Directions: Return the data below exactly, minus the pictures.
---- Material supplied
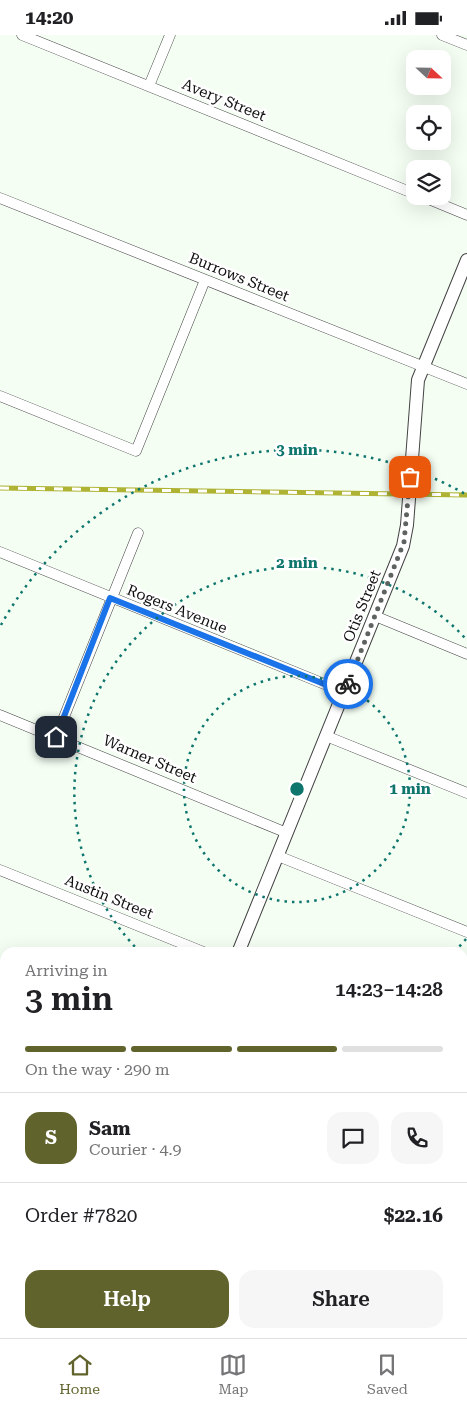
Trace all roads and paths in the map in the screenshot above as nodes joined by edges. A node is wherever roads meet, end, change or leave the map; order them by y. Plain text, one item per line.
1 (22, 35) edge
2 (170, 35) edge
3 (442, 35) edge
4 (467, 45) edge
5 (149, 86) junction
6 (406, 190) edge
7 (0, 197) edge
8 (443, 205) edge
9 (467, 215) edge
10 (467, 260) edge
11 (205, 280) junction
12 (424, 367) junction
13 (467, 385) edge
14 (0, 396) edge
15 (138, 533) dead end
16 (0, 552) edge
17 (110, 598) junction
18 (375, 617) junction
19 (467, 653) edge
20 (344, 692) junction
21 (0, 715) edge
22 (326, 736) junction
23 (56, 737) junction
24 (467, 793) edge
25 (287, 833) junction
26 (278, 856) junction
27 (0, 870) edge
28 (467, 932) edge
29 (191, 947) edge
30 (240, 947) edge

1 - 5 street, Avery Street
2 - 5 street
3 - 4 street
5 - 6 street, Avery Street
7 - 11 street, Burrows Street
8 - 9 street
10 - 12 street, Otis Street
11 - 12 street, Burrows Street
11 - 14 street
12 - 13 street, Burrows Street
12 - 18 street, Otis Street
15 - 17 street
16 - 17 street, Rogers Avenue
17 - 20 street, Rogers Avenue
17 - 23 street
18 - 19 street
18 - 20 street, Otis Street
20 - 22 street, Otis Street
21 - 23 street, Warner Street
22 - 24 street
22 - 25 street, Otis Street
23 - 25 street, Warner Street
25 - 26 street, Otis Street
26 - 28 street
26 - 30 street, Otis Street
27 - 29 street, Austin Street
--------
Output below:
Trace all roads and paths in the map in the screenshot above as nodes joined by edges. A node is wherever roads meet, end, change or leave the map; order them by y. Plain text, one item per line.
1 (22, 35) edge
2 (170, 35) edge
3 (442, 35) edge
4 (467, 45) edge
5 (149, 86) junction
6 (406, 190) edge
7 (0, 197) edge
8 (443, 205) edge
9 (467, 215) edge
10 (467, 260) edge
11 (205, 280) junction
12 (424, 367) junction
13 (467, 385) edge
14 (0, 396) edge
15 (138, 533) dead end
16 (0, 552) edge
17 (110, 598) junction
18 (375, 617) junction
19 (467, 653) edge
20 (344, 692) junction
21 (0, 715) edge
22 (326, 736) junction
23 (56, 737) junction
24 (467, 793) edge
25 (287, 833) junction
26 (278, 856) junction
27 (0, 870) edge
28 (467, 932) edge
29 (191, 947) edge
30 (240, 947) edge

1 - 5 street, Avery Street
2 - 5 street
3 - 4 street
5 - 6 street, Avery Street
7 - 11 street, Burrows Street
8 - 9 street
10 - 12 street, Otis Street
11 - 12 street, Burrows Street
11 - 14 street
12 - 13 street, Burrows Street
12 - 18 street, Otis Street
15 - 17 street
16 - 17 street, Rogers Avenue
17 - 20 street, Rogers Avenue
17 - 23 street
18 - 19 street
18 - 20 street, Otis Street
20 - 22 street, Otis Street
21 - 23 street, Warner Street
22 - 24 street
22 - 25 street, Otis Street
23 - 25 street, Warner Street
25 - 26 street, Otis Street
26 - 28 street
26 - 30 street, Otis Street
27 - 29 street, Austin Street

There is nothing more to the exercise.